The pT-Sp6-EGFP-JPH2 plasmid is composed of a Sp6 promoter, a full-length JPH2 cDNA fragment obtained via PCR from mouse samples, and the SV40 poly A sequence. GFP-Mus/Danio_JPH2 WT/Mut-pA mRNAs were synthesized using mMESSAGE mMACHINE mRNA transcription-synthesis kits (Ambion). GFP-Mus/Danio_JPH2 WT/Mut-pA mRNA (0.1 ng/embryo) was injected into single-cell wild-type embryos. Overexpression embryos were identified through GFP at 24–48 h. The body length, area of pericardium, heart rate, and blood flow velocity were quantified in 3 dpf embryos.

Whole-mount in situ hybridization in zebrafish embryos

Whole-mount in situ hybridization (WISH) was performed to assess gene expression in zebrafish embryos. Embryos were fixed in 4% paraformaldehyde at 4 °C overnight, dehydrated in methanol, and stored at −20 °C. After rehydration, embryos were permeabilized with proteinase K and hybridized overnight at 65 °C with digoxigenin-labeled antisense nkx2.5 RNA probes. Post-hybridization washes were followed by incubation with alkaline phosphatase-conjugated anti-DIG antibody at 4 °C overnight. Color development was carried out using NBT/BCIP or BM Purple substrates. Embryos were then post-fixed, cleared, and imaged nkx2.5 signal using a stereomicroscope.

Drugs or inhibitors treatment

Embryos at 24 h postfertilization (hpf) were soaked in egg water containing DMSO (Sigma-Aldrich #D8418), GS-967, MYK-461 (selected from TargetMol’s Bioactive Compound Library), or PCB-95 (Macklin P863826). The concentration used was 1 ppm. During the treatment, body length, area of pericardium, and survival rate were quantified. To control for variability, we randomized embryos from the same clutch into treatment and control groups immediately after injection, ensuring matched genetic background and any potential maternal effects.

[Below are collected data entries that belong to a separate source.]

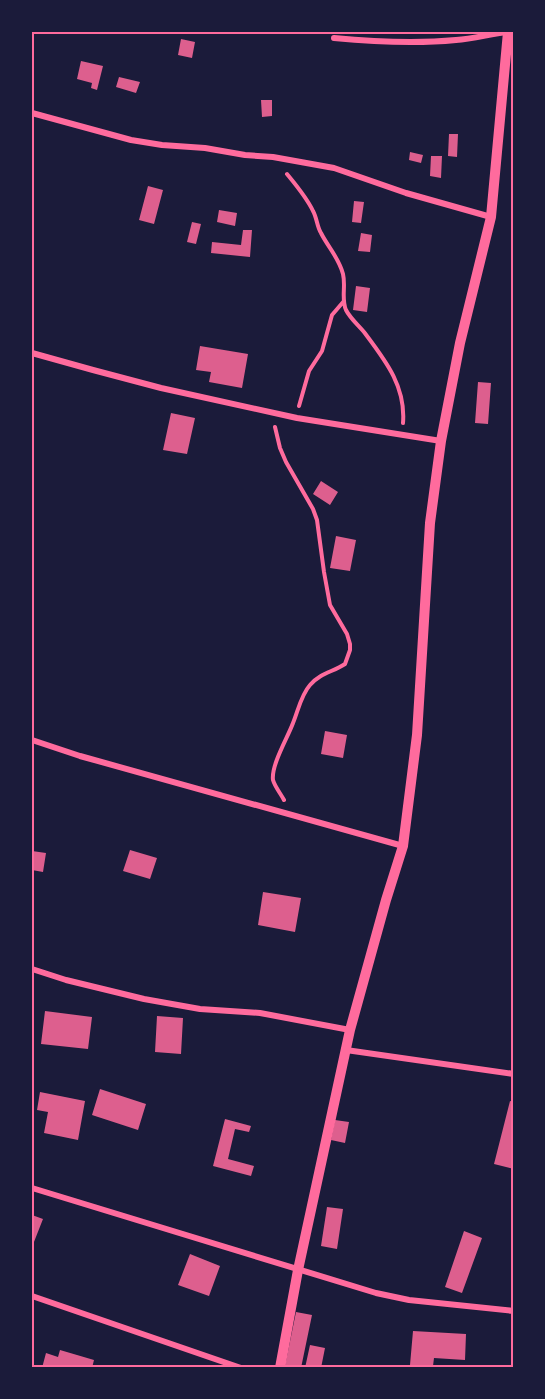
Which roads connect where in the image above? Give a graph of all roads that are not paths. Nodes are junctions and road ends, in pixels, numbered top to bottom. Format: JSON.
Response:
{"nodes":[{"id":1,"x":508,"y":32,"type":"edge"},
{"id":2,"x":334,"y":38,"type":"dead end"},
{"id":3,"x":32,"y":113,"type":"edge"},
{"id":4,"x":490,"y":217,"type":"junction"},
{"id":5,"x":32,"y":353,"type":"edge"},
{"id":6,"x":441,"y":441,"type":"junction"},
{"id":7,"x":32,"y":740,"type":"edge"},
{"id":8,"x":403,"y":846,"type":"junction"},
{"id":9,"x":32,"y":969,"type":"edge"},
{"id":10,"x":350,"y":1030,"type":"junction"},
{"id":11,"x":346,"y":1050,"type":"junction"},
{"id":12,"x":513,"y":1074,"type":"edge"},
{"id":13,"x":32,"y":1188,"type":"edge"},
{"id":14,"x":298,"y":1270,"type":"junction"},
{"id":15,"x":32,"y":1296,"type":"edge"},
{"id":16,"x":513,"y":1311,"type":"edge"},
{"id":17,"x":241,"y":1368,"type":"edge"},
{"id":18,"x":280,"y":1368,"type":"edge"}],
"edges":[{"from":1,"to":2,"type":"street"},
{"from":1,"to":4,"type":"street"},
{"from":3,"to":4,"type":"street"},
{"from":4,"to":6,"type":"street"},
{"from":5,"to":6,"type":"street"},
{"from":6,"to":8,"type":"street"},
{"from":7,"to":8,"type":"street"},
{"from":8,"to":10,"type":"street"},
{"from":9,"to":10,"type":"street"},
{"from":10,"to":11,"type":"street"},
{"from":11,"to":12,"type":"street"},
{"from":11,"to":14,"type":"street"},
{"from":13,"to":14,"type":"street"},
{"from":14,"to":16,"type":"street"},
{"from":14,"to":18,"type":"street"},
{"from":15,"to":17,"type":"street"}]}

Statistics and reproducibility

Data from the in vitro Strep Pull down assay and Co-IP assay were expressed as mean ± SD. Data from cell imaging and zebrafish experiments were expressed as a scatter plot.

All datasets were first tested for normality using the Shapiro–Wilk test (α = 0.05). The statistical analysis was performed using a two-tailed independent-sample T-test in the IBM SPSS Statistics 23 software or one-way ANOVA in the GraphPad Prism 9, n.s. not significant, *p < 0.05, **p < 0.01, ***p < 0.001. All experiments related to cell cultures, COS7/H9c2 imaging, and zebrafish experiments were performed in a double-blinded fashion.

Reporting summary

Further information on research design is available in the Nature Portfolio Reporting Summary linked to this article.